My reflexes are terrible, it seems like I forget an important task every time someone mentions One Direction or cheese curds and my chair from Spanish 301 two years ago now has a permanent coffee stain from the number of times I knocked over my to-go mug. I’m not afraid to own up to my procrastination, poor time management and utter lack of motor control.
Up until now, I’ve been fairly content to live in the eye of this perpetual whirlwind of forgotten to-do’s and spilled hot chocolate mix, but I’m a junior in college. It’s time to get it together.
My first week of class went about the way it always does: I remembered everything up until day three, when I realized, that in the three whole days I had spent trying to be less of a procrastinator, I had forgotten to read part one of “1984,” which was a homework assignment. We had an hour and a half of class discussion about it. It was riveting.

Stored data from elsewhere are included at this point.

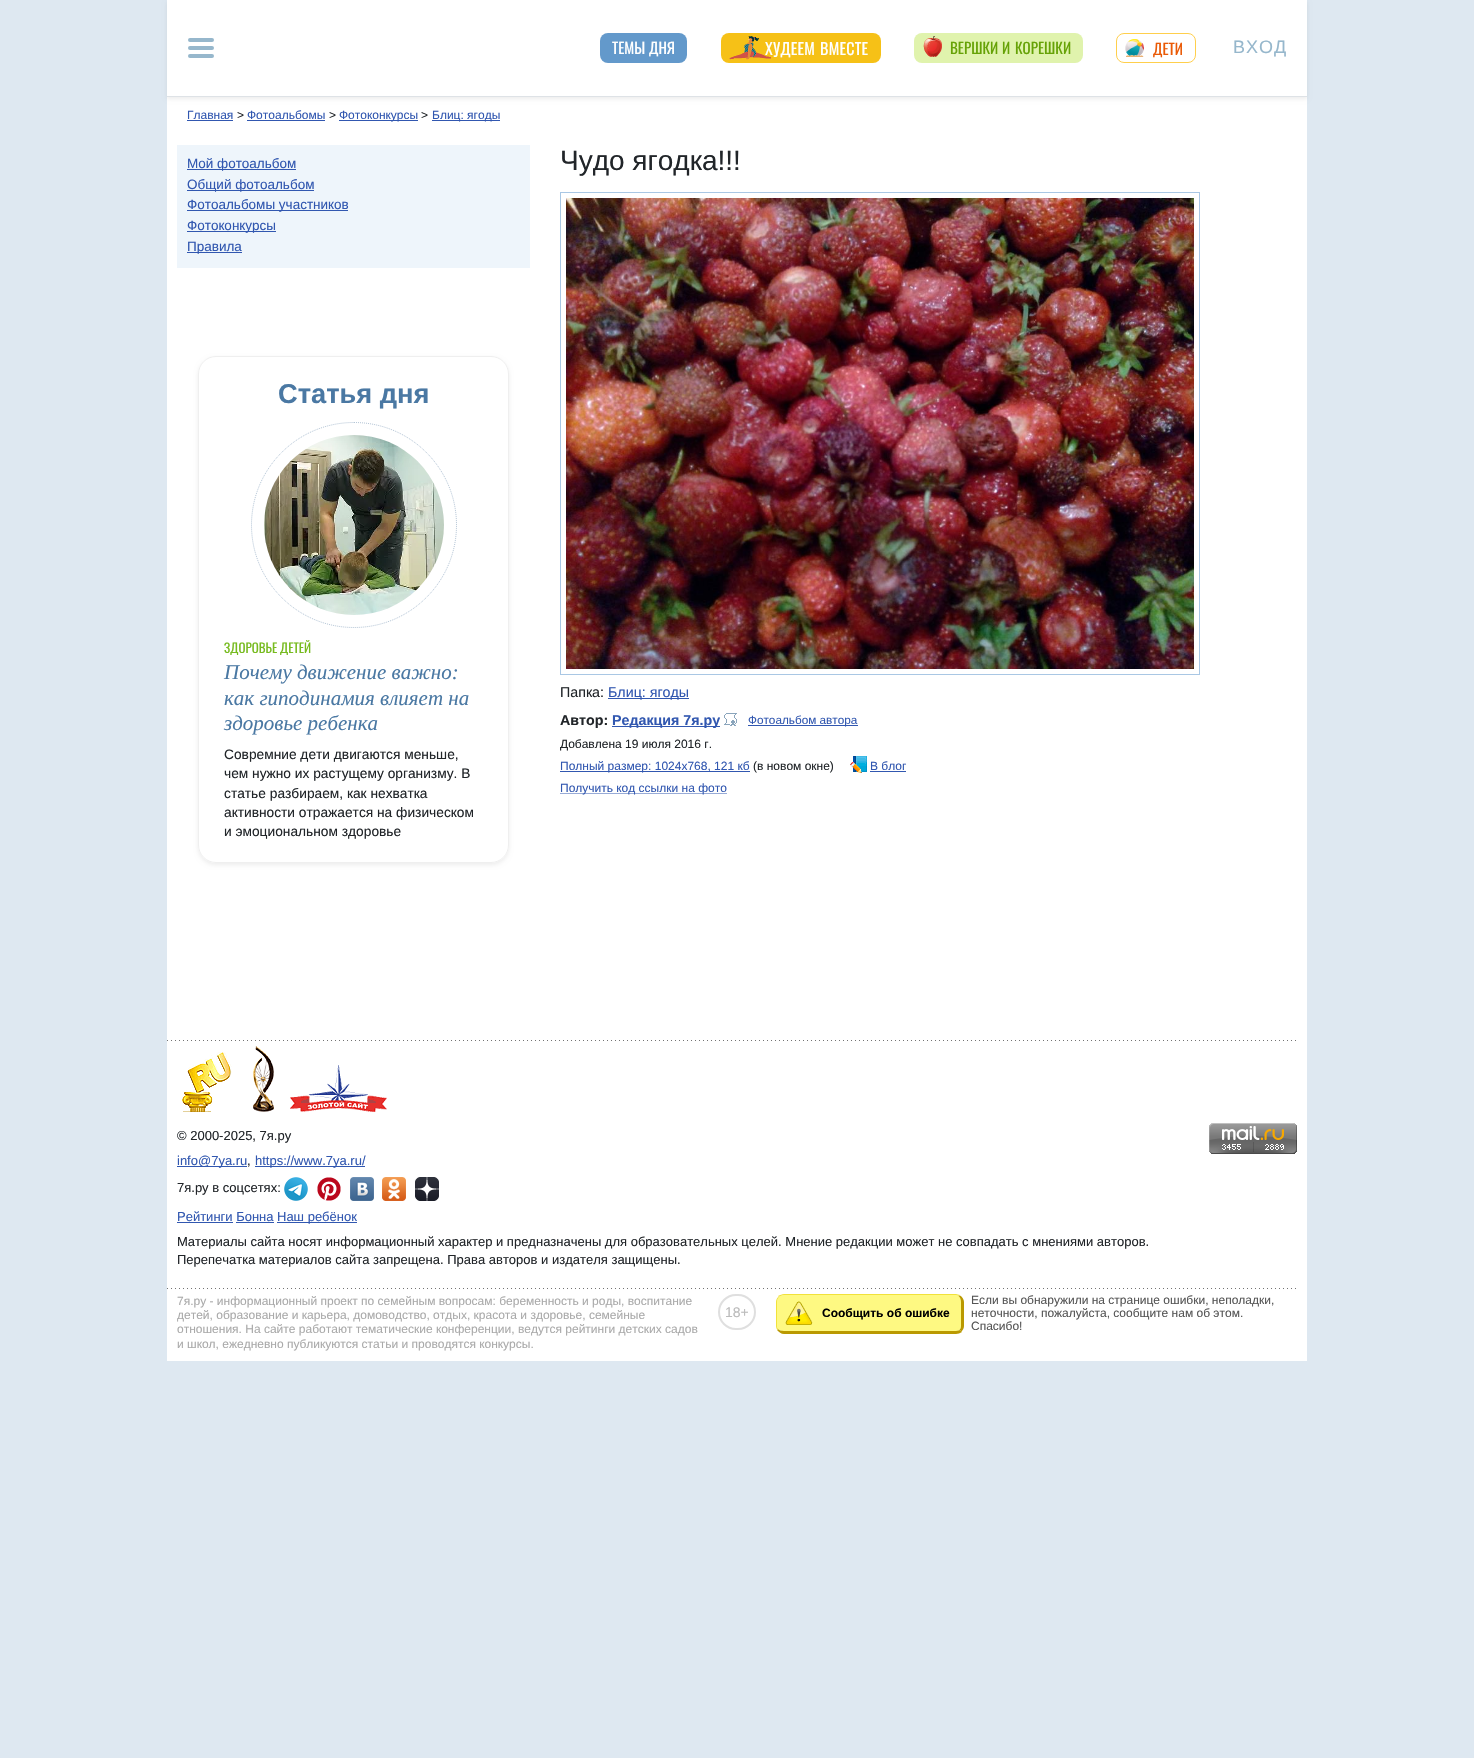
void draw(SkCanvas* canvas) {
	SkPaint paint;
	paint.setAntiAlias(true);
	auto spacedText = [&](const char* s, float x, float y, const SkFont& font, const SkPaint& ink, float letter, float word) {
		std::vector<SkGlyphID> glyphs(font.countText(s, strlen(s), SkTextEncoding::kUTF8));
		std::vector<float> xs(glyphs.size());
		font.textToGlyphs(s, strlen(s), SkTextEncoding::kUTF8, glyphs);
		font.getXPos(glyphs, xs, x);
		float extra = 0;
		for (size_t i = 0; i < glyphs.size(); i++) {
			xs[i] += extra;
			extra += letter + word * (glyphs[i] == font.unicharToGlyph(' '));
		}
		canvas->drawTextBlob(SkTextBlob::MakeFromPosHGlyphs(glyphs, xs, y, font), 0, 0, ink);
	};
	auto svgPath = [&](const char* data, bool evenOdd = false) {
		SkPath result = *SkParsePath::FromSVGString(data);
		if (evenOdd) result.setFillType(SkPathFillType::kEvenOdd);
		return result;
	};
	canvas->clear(0xffdee8f1);
	paint.setColor(0xffffffff);
	canvas->drawRect(SkRect::MakeXYWH(167, 97, 1140, 1264), paint);
	paint.setColor(0x12000000);
	paint.setMaskFilter(SkMaskFilter::MakeBlur(kNormal_SkBlurStyle, 2));
	canvas->drawRect(SkRect::MakeXYWH(167, 2, 1140, 97), paint);
	paint.setMaskFilter(nullptr);
	paint.setColor(0xffffffff);
	canvas->drawRect(SkRect::MakeXYWH(167, 0, 1140, 96), paint);
	paint.setColor(0xffdee2e6);
	canvas->drawRect(SkRect::MakeXYWH(167, 96, 1140, 1), paint);
	paint.setStroke(true);
	paint.setStrokeWidth(4);
	paint.setStrokeCap(SkPaint::kRound_Cap);
	paint.setColor(0xff96b7cc);
	canvas->drawPath(svgPath("M190 40H212M190 48H212M190 56H212"), paint);
	paint.setStroke(false);
	paint.setColor(0xff6399cb);
	canvas->drawRoundRect(SkRect::MakeXYWH(600, 33, 87, 30), 8, 8, paint);
	SkFont f1(fontMgr->matchFamilyStyle("Oswald", SkFontStyle::Normal()), 15);
	f1.setSubpixel(true);
	paint.setColor(0xffffffff);
	canvas->drawString("ТЕМЫ", 612, 54, f1, paint);
	canvas->drawString("ДНЯ", 649, 54, f1, paint);
	paint.setColor(0xfff6c117);
	canvas->drawRoundRect(SkRect::MakeXYWH(721, 33, 160, 30), 8, 8, paint);
	SkFont f2(fontMgr->matchFamilyStyle("Oswald", SkFontStyle::Normal()), 16);
	f2.setSubpixel(true);
	paint.setColor(0xffffffff);
	spacedText("ХУДЕЕМ", 765, 55, f2, paint, 0.25, 0);
	canvas->drawImageRect(SkImages::DeferredFromEncodedData(SkData::MakeFromFileName("img1.png")), SkRect::MakeXYWH(729, 36, 42, 24), SkSamplingOptions());
	spacedText("ВМЕСТЕ", 820, 55, f2, paint, 0.25, 0);
	paint.setColor(0xffe0f3ad);
	canvas->drawRoundRect(SkRect::MakeXYWH(914, 33, 169, 30), 8, 8, paint);
	canvas->drawImageRect(SkImages::DeferredFromEncodedData(SkData::MakeFromFileName("img2.png")), SkRect::MakeXYWH(923, 36, 19, 21), SkSamplingOptions());
	paint.setColor(0xff66a206);
	canvas->drawString("ВЕРШКИ", 950, 54, f1, paint);
	canvas->drawString("И", 1002, 54, f1, paint);
	canvas->drawString("КОРЕШКИ", 1015, 54, f1, paint);
	paint.setStroke(true);
	paint.setStrokeWidth(1);
	paint.setStrokeCap(SkPaint::kButt_Cap);
	paint.setColor(0xffffcf4c);
	canvas->drawRoundRect(SkRect::MakeXYWH(1116.5, 33.5, 79, 29), 7.5, 7.5, paint);
	canvas->drawImageRect(SkImages::DeferredFromEncodedData(SkData::MakeFromFileName("img3.png")), SkRect::MakeXYWH(1125, 39, 19, 18), SkSamplingOptions());
	paint.setStroke(false);
	paint.setColor(0xffea5a06);
	canvas->drawString("ДЕТИ", 1153, 55, f1, paint);
	SkFont f3(fontMgr->matchFamilyStyle("Liberation Sans", SkFontStyle::Normal()), 18);
	f3.setSubpixel(true);
	paint.setColor(0xff96b7cc);
	spacedText("ВХОД", 1233, 53, f3, paint, 1, 0);
	SkFont f4(fontMgr->matchFamilyStyle("Liberation Sans", SkFontStyle::Normal()), 12);
	f4.setSubpixel(true);
	paint.setColor(0xff3157b0);
	canvas->drawString("Главная", 187, 119, f4, paint);
	canvas->drawRect(SkRect::MakeXYWH(187, 120, 46, 1), paint);
	paint.setColor(0xff212529);
	canvas->drawString(">", 237, 119, f4, paint);
	paint.setColor(0xff3157b0);
	canvas->drawString("Фотоальбомы", 247, 119, f4, paint);
	canvas->drawRect(SkRect::MakeXYWH(247, 120, 78, 1), paint);
	paint.setColor(0xff212529);
	canvas->drawString(">", 329, 119, f4, paint);
	paint.setColor(0xff3157b0);
	canvas->drawRect(SkRect::MakeXYWH(339, 120, 79, 1), paint);
	canvas->drawString("Фотоконкурсы", 339, 119, f4, paint);
	paint.setColor(0xff212529);
	canvas->drawString(">", 421, 119, f4, paint);
	paint.setColor(0xff3157b0);
	canvas->drawRect(SkRect::MakeXYWH(432, 120, 68, 1), paint);
	canvas->drawString("Блиц: ягоды", 432, 119, f4, paint);
	paint.setColor(0xffeef5fb);
	canvas->drawRect(SkRect::MakeXYWH(177, 145, 353, 123), paint);
	paint.setColor(0xff3157b0);
	canvas->drawRect(SkRect::MakeXYWH(187, 169, 109, 1), paint);
	SkFont f5(fontMgr->matchFamilyStyle("Liberation Sans", SkFontStyle::Normal()), 13.5);
	f5.setSubpixel(true);
	canvas->drawString("Мой фотоальбом", 187, 168, f5, paint);
	canvas->drawRect(SkRect::MakeXYWH(187, 190, 127, 1), paint);
	canvas->drawString("Общий фотоальбом", 187, 189, f5, paint);
	canvas->drawRect(SkRect::MakeXYWH(187, 210, 161, 1), paint);
	canvas->drawString("Фотоальбомы участников", 187, 209, f5, paint);
	canvas->drawRect(SkRect::MakeXYWH(187, 231, 89, 1), paint);
	canvas->drawString("Фотоконкурсы", 187, 230, f5, paint);
	canvas->drawRect(SkRect::MakeXYWH(187, 252, 55, 1), paint);
	canvas->drawString("Правила", 187, 251, f5, paint);
	canvas->save();
	canvas->clipPath(svgPath("M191 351H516V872H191ZM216 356H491C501 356 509 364 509 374V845C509 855 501 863 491 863H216C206 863 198 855 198 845V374C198 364 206 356 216 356Z", true), true);
	paint.setColor(0x12000000);
	paint.setMaskFilter(SkMaskFilter::MakeBlur(kNormal_SkBlurStyle, 2));
	canvas->drawRoundRect(SkRect::MakeXYWH(198, 358, 311, 507), 18, 18, paint);
	paint.setMaskFilter(nullptr);
	canvas->restore();
	paint.setStroke(true);
	paint.setColor(0xffefefef);
	canvas->drawRoundRect(SkRect::MakeXYWH(198.5, 356.5, 310, 506), 17.5, 17.5, paint);
	SkFont f6(fontMgr->matchFamilyStyle("Liberation Sans", SkFontStyle::Bold()), 27.25);
	f6.setSubpixel(true);
	paint.setStroke(false);
	paint.setColor(0xff4a78a3);
	canvas->drawString("Статья дня", 278, 403, f6, paint);
	paint.setStroke(true);
	paint.setColor(0xffb4c5d6);
	paint.setPathEffect(SkDashPathEffect::Make({{1, 1}}, 0));
	canvas->drawPath(svgPath("M354 422.5C410.5 422.5 456.5 468.5 456.5 525C456.5 581.5 410.5 627.5 354 627.5C297.5 627.5 251.5 581.5 251.5 525C251.5 468.5 297.5 422.5 354 422.5Z"), paint);
	paint.setPathEffect(nullptr);
	canvas->drawImageRect(SkImages::DeferredFromEncodedData(SkData::MakeFromFileName("img4.png")), SkRect::MakeXYWH(264, 435, 180, 180), SkSamplingOptions());
	SkFont f7(fontMgr->matchFamilyStyle("Oswald", SkFontStyle::Normal()), 13);
	f7.setSubpixel(true);
	paint.setStroke(false);
	paint.setColor(0xff77bb1f);
	canvas->drawString("ЗДОРОВЬЕ", 224, 653, f7, paint);
	canvas->drawString("ДЕТЕЙ", 280, 653, f7, paint);
	SkFont f8(fontMgr->matchFamilyStyle("Liberation Serif", SkFontStyle::Italic()), 21);
	f8.setSubpixel(true);
	paint.setColor(0xff4a78a3);
	canvas->drawString("Почему движение важно:", 224, 679, f8, paint);
	canvas->drawString("как гиподинамия влияет на", 224, 705, f8, paint);
	canvas->drawString("здоровье ребенка", 224, 730, f8, paint);
	SkFont f9(fontMgr->matchFamilyStyle("Liberation Sans", SkFontStyle::Normal()), 13.75);
	f9.setSubpixel(true);
	paint.setColor(0xff212529);
	canvas->drawString("Совремние дети двигаются меньше,", 224, 759, f9, paint);
	canvas->drawString("чем нужно их растущему организму. В", 224, 778, f9, paint);
	canvas->drawString("статье разбираем, как нехватка", 224, 798, f9, paint);
	canvas->drawString("активности отражается на физическом", 224, 817, f9, paint);
	canvas->drawString("и эмоциональном здоровье", 224, 836, f9, paint);
	SkFont f10(fontMgr->matchFamilyStyle("Liberation Sans", SkFontStyle::Normal()), 28);
	f10.setSubpixel(true);
	canvas->drawString("Чудо ягодка!!!", 560, 170, f10, paint);
	paint.setStroke(true);
	paint.setColor(0xffa9c7e4);
	canvas->drawRect(SkRect::MakeXYWH(560.5, 192.5, 639, 482), paint);
	canvas->drawImageRect(SkImages::DeferredFromEncodedData(SkData::MakeFromFileName("img5.png")), SkRect::MakeXYWH(566, 198, 628, 471), SkSamplingOptions());
	SkFont f11(fontMgr->matchFamilyStyle("Liberation Sans", SkFontStyle::Normal()), 14.25);
	f11.setSubpixel(true);
	paint.setStroke(false);
	paint.setColor(0xff212529);
	canvas->drawString("Папка:", 560, 697, f11, paint);
	paint.setColor(0xff3157b0);
	canvas->drawRect(SkRect::MakeXYWH(608, 698, 81, 1), paint);
	canvas->drawString("Блиц: ягоды", 608, 697, f11, paint);
	SkFont f12(fontMgr->matchFamilyStyle("Liberation Sans", SkFontStyle::Bold()), 14.25);
	f12.setSubpixel(true);
	paint.setColor(0xff212529);
	canvas->drawString("Автор:", 560, 725, f12, paint);
	paint.setColor(0xff3157b0);
	canvas->drawRect(SkRect::MakeXYWH(612, 726, 108, 1), paint);
	canvas->drawString("Редакция 7я.ру", 612, 725, f12, paint);
	canvas->drawImageRect(SkImages::DeferredFromEncodedData(SkData::MakeFromFileName("img6.png")), SkRect::MakeXYWH(724, 713, 13, 13), SkSamplingOptions());
	canvas->drawRect(SkRect::MakeXYWH(748, 725, 110, 1), paint);
	SkFont f13(fontMgr->matchFamilyStyle("Liberation Sans", SkFontStyle::Normal()), 11.75);
	f13.setSubpixel(true);
	canvas->drawString("Фотоальбом автора", 748, 724, f13, paint);
	paint.setColor(0xff212529);
	canvas->drawString("Добавлена 19 июля 2016 г.", 560, 748, f4, paint);
	paint.setColor(0xff3157b0);
	canvas->drawRect(SkRect::MakeXYWH(560, 771, 190, 1), paint);
	canvas->drawString("Полный размер: 1024х768, 121 кб", 560, 770, f4, paint);
	paint.setColor(0xff212529);
	canvas->drawString("(в новом окне)", 753, 770, f4, paint);
	canvas->drawImageRect(SkImages::DeferredFromEncodedData(SkData::MakeFromFileName("img7.png")), SkRect::MakeXYWH(850, 756, 17, 17), SkSamplingOptions());
	paint.setColor(0xff3157b0);
	canvas->drawString("В блог", 870, 770, f4, paint);
	canvas->drawRect(SkRect::MakeXYWH(870, 771, 36, 1), paint);
	paint.setStroke(true);
	paint.setPathEffect(SkDashPathEffect::Make({{1, 1}}, 0));
	canvas->drawPath(svgPath("M560.5 793.5H727"), paint);
	paint.setPathEffect(nullptr);
	paint.setStroke(false);
	canvas->drawString("Получить код ссылки на фото", 560, 792, f4, paint);
	canvas->drawImageRect(SkImages::DeferredFromEncodedData(SkData::MakeFromFileName("img8.png")), SkRect::MakeXYWH(167, 1040, 1129, 1), SkSamplingOptions());
	canvas->drawImageRect(SkImages::DeferredFromEncodedData(SkData::MakeFromFileName("img9.png")), SkRect::MakeXYWH(182, 1052, 50, 60), SkSamplingOptions());
	canvas->drawImageRect(SkImages::DeferredFromEncodedData(SkData::MakeFromFileName("img10.png")), SkRect::MakeXYWH(253, 1046, 21, 66), SkSamplingOptions());
	canvas->drawImageRect(SkImages::DeferredFromEncodedData(SkData::MakeFromFileName("img11.png")), SkRect::MakeXYWH(290, 1065, 97, 47), SkSamplingOptions());
	SkFont f14(fontMgr->matchFamilyStyle("Liberation Sans", SkFontStyle::Normal()), 13);
	f14.setSubpixel(true);
	paint.setColor(0xff212529);
	canvas->drawString("© 2000-2025, 7я.ру", 177, 1140, f14, paint);
	paint.setColor(0xff3157b0);
	canvas->drawRect(SkRect::MakeXYWH(177, 1166, 70, 1), paint);
	canvas->drawString("info@7ya.ru", 177, 1165, f14, paint);
	paint.setColor(0xff212529);
	canvas->drawString(",", 247, 1165, f14, paint);
	paint.setColor(0xff3157b0);
	canvas->drawRect(SkRect::MakeXYWH(255, 1166, 110, 1), paint);
	canvas->drawString("https://www.7ya.ru/", 255, 1165, f14, paint);
	paint.setColor(0xff212529);
	canvas->drawString("7я.ру в соцсетях:", 177, 1192, f14, paint);
	canvas->drawImageRect(SkImages::DeferredFromEncodedData(SkData::MakeFromFileName("img12.png")), SkRect::MakeXYWH(284, 1177, 24, 24), SkSamplingOptions());
	canvas->drawImageRect(SkImages::DeferredFromEncodedData(SkData::MakeFromFileName("img13.png")), SkRect::MakeXYWH(317, 1177, 24, 24), SkSamplingOptions());
	canvas->drawImageRect(SkImages::DeferredFromEncodedData(SkData::MakeFromFileName("img14.png")), SkRect::MakeXYWH(350, 1177, 24, 24), SkSamplingOptions());
	canvas->drawImageRect(SkImages::DeferredFromEncodedData(SkData::MakeFromFileName("img15.png")), SkRect::MakeXYWH(382, 1177, 24, 24), SkSamplingOptions());
	canvas->drawImageRect(SkImages::DeferredFromEncodedData(SkData::MakeFromFileName("img16.png")), SkRect::MakeXYWH(415, 1177, 24, 24), SkSamplingOptions());
	paint.setColor(0xff3157b0);
	canvas->drawString("Рейтинги Бонна", 177, 1221, f14, paint);
	canvas->drawRect(SkRect::MakeXYWH(177, 1222, 56, 1), paint);
	canvas->drawRect(SkRect::MakeXYWH(277, 1222, 80, 1), paint);
	canvas->drawString("Наш ребёнок", 277, 1221, f14, paint);
	canvas->drawRect(SkRect::MakeXYWH(236, 1222, 38, 1), paint);
	paint.setColor(0xff212529);
	canvas->drawString("Материалы сайта носят информационный характер и предназначены для образовательных целей. Мнение редакции может не совпадать с мнениями авторов.", 177, 1246, f14, paint);
	canvas->drawString("Перепечатка материалов сайта запрещена. Права авторов и издателя защищены.", 177, 1264, f14, paint);
	canvas->drawImageRect(SkImages::DeferredFromEncodedData(SkData::MakeFromFileName("img17.png")), SkRect::MakeXYWH(1209, 1123, 88, 31), SkSamplingOptions());
	canvas->drawImageRect(SkImages::DeferredFromEncodedData(SkData::MakeFromFileName("img8.png")), SkRect::MakeXYWH(167, 1288, 1129, 1), SkSamplingOptions());
	paint.setColor(0xffaaaaaa);
	canvas->drawString("7я.ру - информационный проект по семейным вопросам: беременность и роды, воспитание", 177, 1305, f4, paint);
	canvas->drawString("детей, образование и карьера, домоводство, отдых, красота и здоровье, семейные", 177, 1319, f4, paint);
	canvas->drawString("отношения. На сайте работают тематические конференции, ведутся рейтинги детских садов", 177, 1333, f4, paint);
	canvas->drawString("и школ, ежедневно публикуются статьи и проводятся конкурсы.", 177, 1348, f4, paint);
	paint.setStroke(true);
	paint.setStrokeWidth(2);
	paint.setColor(0xffdfdfdf);
	canvas->drawRoundRect(SkRect::MakeXYWH(719, 1295, 36, 34), 17, 17, paint);
	SkFont f15(fontMgr->matchFamilyStyle("Liberation Sans", SkFontStyle::Normal()), 14);
	f15.setSubpixel(true);
	paint.setStroke(false);
	paint.setColor(0xffbbbbbb);
	canvas->drawString("18+", 725, 1317, f15, paint);
	paint.setColor(0xfffef982);
	canvas->drawPath(svgPath("M784 1295H956C959 1295 961 1298 961 1302V1326C961 1329 959 1331 956 1331H784C780 1331 777 1329 777 1326V1302C777 1298 780 1295 784 1295Z"), paint);
	canvas->drawImageRect(SkImages::DeferredFromEncodedData(SkData::MakeFromFileName("img18.png")), SkRect::MakeXYWH(785, 1301, 28, 24), SkSamplingOptions());
	paint.setColor(0xfff1e23b);
	canvas->drawPath(svgPath("M784 1294C782 1294 780 1295 778 1296L779 1297C780 1296 782 1295 784 1295H956L959 1296L960 1295L956 1294Z"), paint);
	paint.setColor(0xffba9900);
	canvas->drawPath(svgPath("M964 1326V1302C964 1299.5 962.5 1297 960 1295.5L958.5 1296C960 1297 961 1299.5 961 1302V1326C961 1327.5 960.5 1329 959.5 1329.5L961.5 1331.5C963 1330 964 1328 964 1326Z"), paint);
	canvas->drawPath(svgPath("M784 1334H956C958 1334 960 1333 962 1332L960 1330C959 1330 958 1331 956 1331H784C781 1331 779 1330 778 1329L777 1330C779 1332 781 1334 784 1334Z"), paint);
	paint.setColor(0xfff1e23b);
	canvas->drawPath(svgPath("M776 1302V1326C776 1327.5 776.5 1329 777.5 1330L778 1328.5C777.5 1328 777 1327 777 1326V1302C777 1300 778 1298 779 1297L778.5 1296.5C777 1298 776 1300 776 1302Z"), paint);
	SkFont f16(fontMgr->matchFamilyStyle("Liberation Sans", SkFontStyle::Bold()), 12);
	f16.setSubpixel(true);
	paint.setColor(0xff000000);
	canvas->drawString("Сообщить об ошибке", 822, 1317, f16, paint);
	paint.setColor(0xff555555);
	canvas->drawString("Если вы обнаружили на странице ошибки, неполадки,", 971, 1304, f4, paint);
	canvas->drawString("неточности, пожалуйста, сообщите нам об этом.", 971, 1317, f4, paint);
	canvas->drawString("Спасибо!", 971, 1330, f4, paint);
}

Fortunately, I know that many college students are suffering from the same problems I am. We, as a collective, were forcibly pushed out of our parent’s nest into the cold, cruel world of broken printers and weight gain.
How can we be expected to remember the homework due in Spanish 352, to wash our hair and to eat vegetables? I can barely cook anything other than grilled cheese; how the heck do you prepare brussel sprouts?
It is for these reasons I am going to take one for the team this semester. Every week I will try a new method of pulling myself together in some way, shape or form, and I will let you, the reader, know how well it works.
By the end of spring 2017, you, the wider world of the internet and I will know whether meal prep is actually as convenient as Pinterest makes it seem, whether waking up at ungodly hours of the morning helps with productivity and whether doing homework the day it’s assigned is as good as it’s cracked up to be.
I have never done any of these things but am willing to sacrifice my time and energy in an attempt to help this community at large, and college students everywhere. Together, we will discover the optimal way to become the responsible people we’ve always dreamed of being.
Catch me next week as I schedule every single hour of every day. Free time will be scheduled. Eating will be scheduled. Peeing will be scheduled.
Does it work? Is this the week I turn myself around for good? We’ll find out. It’s a desperate world out there folks; stay on top of it.